There is a tank cleaner called Puriclean that you can buy from camping shops. I would be wary of using things like bleach - however dilute- as they could affect the plastic and the rubber seals of your tank.

G

http://www.leisureshopdirect.com/Caravan/water/Water_Purification.aspx


----------



## Zebedee (Oct 3, 2007)

Grizzly said:


> Hi and welcome Mick.
> I would be wary of using things like bleach - however dilute- as they could affect the plastic and the rubber seals of your tank.
> G


And you'll taste it in your tea for weeks if you use the tank supply for drinking. :roll: 8O

Since it is an oldish van and you presumably don't know its history, I'd be inclined to get underneath and see if there is a big threaded inspection cover on the bottom of the tank.

If there is you should be able to shove your arm in and get a sample off the internal walls with a clean white cloth. This will indicate the state of the tank walls, and give an idea of what the pipework is like. If you are at all concerned by what you find it may be worth taking the tank off to give it a thorough going over - and even replacing the pipework. Modern push-fit pipework is very easy to use (as you will know if your username indicates your profession) so even that would not be a very difficult job.
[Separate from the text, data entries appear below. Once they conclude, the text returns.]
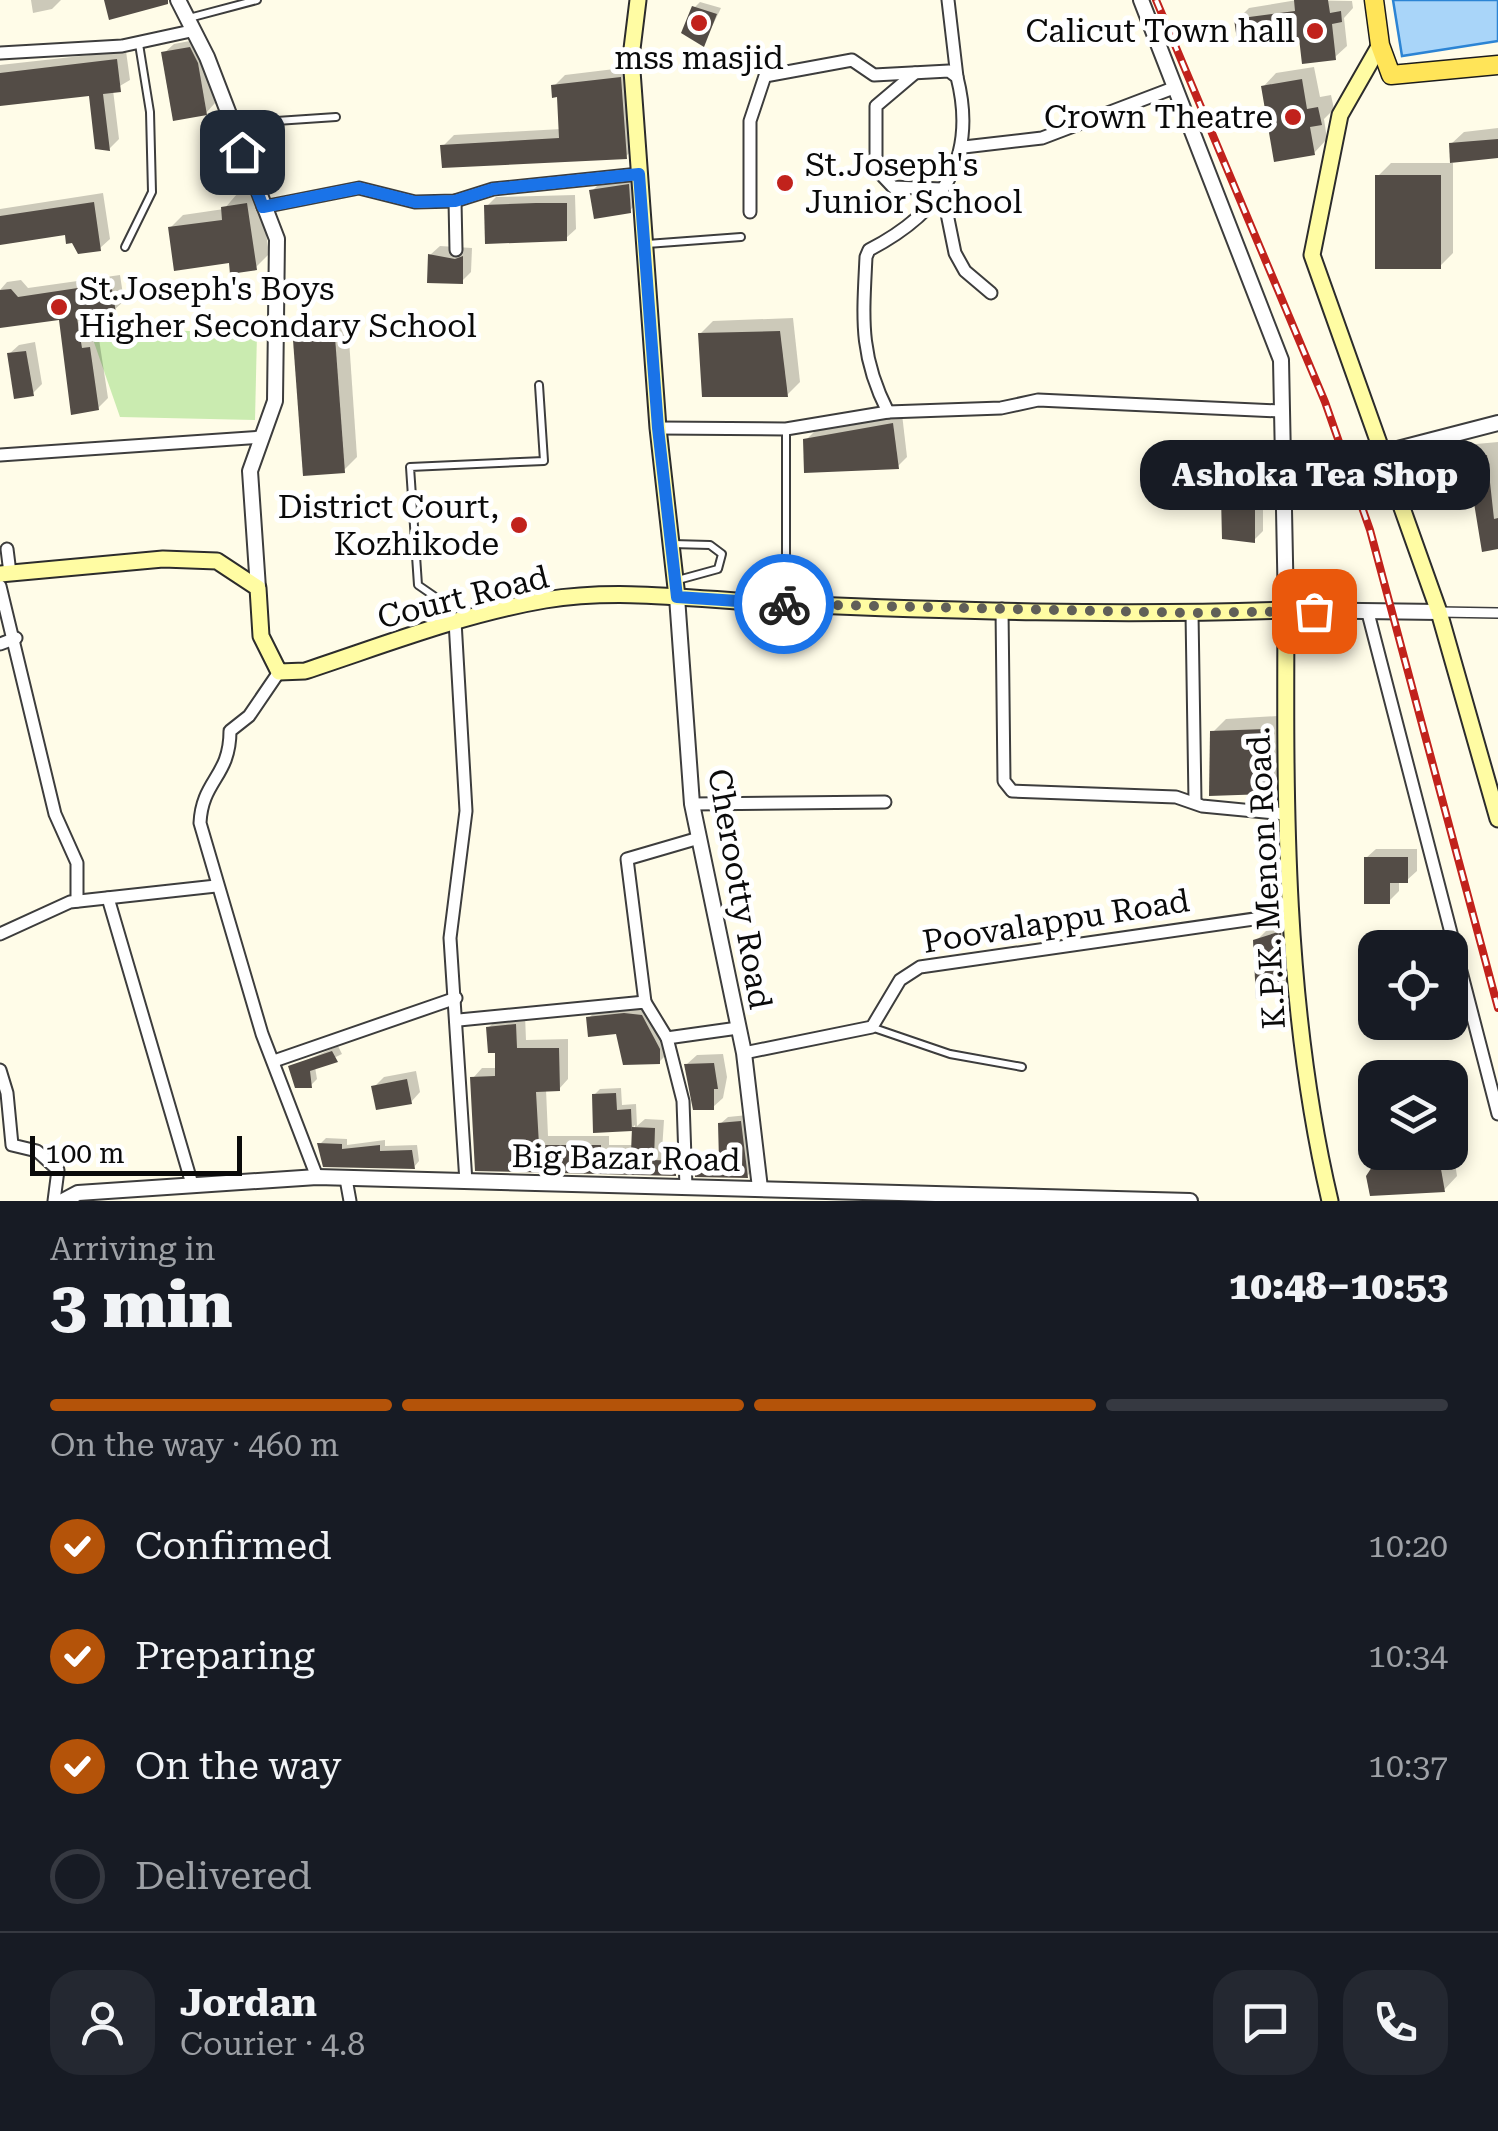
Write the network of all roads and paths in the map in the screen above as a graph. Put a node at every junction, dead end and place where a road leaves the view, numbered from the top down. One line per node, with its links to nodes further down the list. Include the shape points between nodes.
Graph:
1 (178, 0): 7 (street)
2 (257, 0): 7 (lane)
3 (638, 0): 18 (main road, Cherootty Road, via 631,56)
4 (948, 0): 13 (street)
5 (1141, 0): 14 (street)
6 (1374, 0): 9 (main road)
7 (189, 24): 8 (street); 16 (street)
8 (138, 42): 10 (street); 25 (lane, via 150,112 152,192)
9 (1380, 45): 11 (main road, via 1387,72 1396,76); 35 (main road, via 1340,115 1312,255)
10 (0, 53)
11 (1498, 64)
12 (915, 73): 13 (street, via 949,71); 19 (street, via 876,106 876,169 894,188); 22 (street, via 874,75 852,60 766,76 750,121)
13 (957, 77): 17 (street)
14 (1176, 87): 17 (street, via 1042,138); 29 (street, via 1280,360)
15 (336, 117): 16 (lane)
16 (232, 124): 21 (street)
17 (964, 147): 19 (street)
18 (639, 174): 20 (street, via 493,189); 24 (main road, Cherootty Road)
19 (942, 189): 27 (street, via 955,254); 30 (street, via 866,257 868,373)
20 (455, 201): 21 (street, via 415,202 359,188); 26 (street)
21 (263, 207): 34 (street, via 277,239 275,401)
22 (750, 212)
23 (741, 238): 24 (lane)
24 (646, 244): 32 (main road, Cherootty Road)
25 (125, 247)
26 (456, 250)
27 (991, 293)
28 (539, 385): 49 (lane, via 544,461 410,467 418,585 434,596)
29 (1280, 411): 30 (street, via 1038,400); 44 (street)
30 (888, 412): 33 (street)
31 (1498, 423): 35 (street)
32 (658, 428): 33 (street); 37 (main road, Cherootty Road)
33 (786, 429): 42 (lane)
34 (262, 437): 36 (street); 40 (street, via 250,470)
35 (1382, 454): 45 (main road)
36 (0, 456)
37 (671, 544): 41 (main road, Cherootty Road); 41 (lane, via 710,545 723,560)
38 (7, 549): 39 (street)
39 (3, 577): 40 (main road, via 164,559 218,562); 50 (street)
40 (258, 588): 52 (main road, via 261,636)
41 (676, 589): 42 (main road, Court Road); 49 (main road, Court Road, via 545,600); 55 (street, Cherootty Road)
42 (786, 604): 43 (main road, Court Road)
43 (1002, 609): 46 (main road, Court Road); 53 (street, via 1004,781 1012,792)
44 (1286, 610): 46 (main road, Court Road); 47 (street, Court Road); 56 (main road, K.P.K. Menon Road.)
45 (1439, 612): 47 (street, Court Road); 48 (street, Court Road); 57 (main road)
46 (1192, 613): 53 (street)
47 (1368, 613): 74 (street)
48 (1498, 613)
49 (448, 624): 52 (main road, Court Road, via 305,671); 64 (street, via 466,811 450,938)
50 (16, 638): 51 (street); 61 (street, via 56,814 77,863)
51 (0, 644)
52 (279, 672): 59 (street, via 230,731 230,757 202,800 200,823)
53 (1195, 801): 56 (street)
54 (885, 802): 55 (street)
55 (692, 804): 58 (street, Cherootty Road)
56 (1285, 814): 62 (main road, K.P.K. Menon Road.)
57 (1498, 819)
58 (699, 838): 65 (street, via 628,859); 68 (street, Cherootty Road)
59 (216, 886): 60 (street); 71 (street)
60 (108, 898): 61 (street); 78 (street)
61 (77, 901): 63 (street)
62 (1289, 914): 67 (street, Poovalappu Road, via 920,967 900,980); 87 (main road, K.P.K. Menon Road., via 1296,1008)
63 (0, 934)
64 (456, 998): 66 (street); 71 (street)
65 (646, 1002): 66 (street); 69 (street)
66 (459, 1020): 77 (street)
67 (872, 1027): 70 (street); 72 (lane, via 950,1054)
68 (738, 1028): 69 (street); 70 (street, Cherootty Road)
69 (667, 1038): 79 (street, via 683,1102)
70 (744, 1053): 80 (street, Cherootty Road)
71 (274, 1061): 75 (street)
72 (1022, 1067)
73 (0, 1070): 83 (street, via 12,1145 37,1151 58,1170)
74 (1498, 1114)
75 (316, 1177): 76 (street, Big Bazar Road); 78 (street, Big Bazar Road)
76 (346, 1179): 77 (street, Big Bazar Road); 85 (street)
77 (466, 1182): 79 (street, Big Bazar Road)
78 (192, 1184): 84 (street, Big Bazar Road, via 78,1193)
79 (686, 1187): 80 (street, Big Bazar Road)
80 (760, 1188): 81 (street, Big Bazar Road)
81 (888, 1196): 82 (street, Big Bazar Road)
82 (1092, 1199): 86 (street, Big Bazar Road)
83 (54, 1201)
84 (62, 1201)
85 (350, 1201)
86 (1190, 1201)
87 (1330, 1201)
(I don't know your vehicle, but somebody will advise where to look for the cover.)

Just my opinion, but I would feel happier if I knew for certain.

Cheers


----------



## wobby (May 1, 2005)

Good luck with your new MH and have lots of fun in it.
An old remedy for keeping water fresh is to place something silver into the tank, A ring, coin, ect. it helps to kill bacteria.

Wobby


----------



## JohnsCrossMotorHomes (Jul 21, 2007)

mickthebuilder said:


> I have recently bought a Hymer Camp 1988 as this is my first motorhome
> and would like some advice as to what can I clean the inside of the main water tank with to make it safe.
> It came from the previous owner about half full so I need to empty it and clean it, as I don't want to contaminate any fresh water I put back in by using wrong cleaning agent


Hi,

Dont laugh but I read somewhere to drain the tank and put a few litres of cheap Coke in and drive it about for an hour, evidently Coke cleans the parts others cannot reach!

Then just drain it and flush the tank a couple of times, also good for cleaning black and waste tanks.

Honest.


----------



## Rapide561 (Oct 1, 2005)

*Cola*

Morning Peter and all

Cola was discussed on here the other day for use as a cleaning agent! I think it was primarily referring to the grey tank though. I also read about using flat cola on a marine website.

(Marine as in boating rather than The Marines)

Russell


----------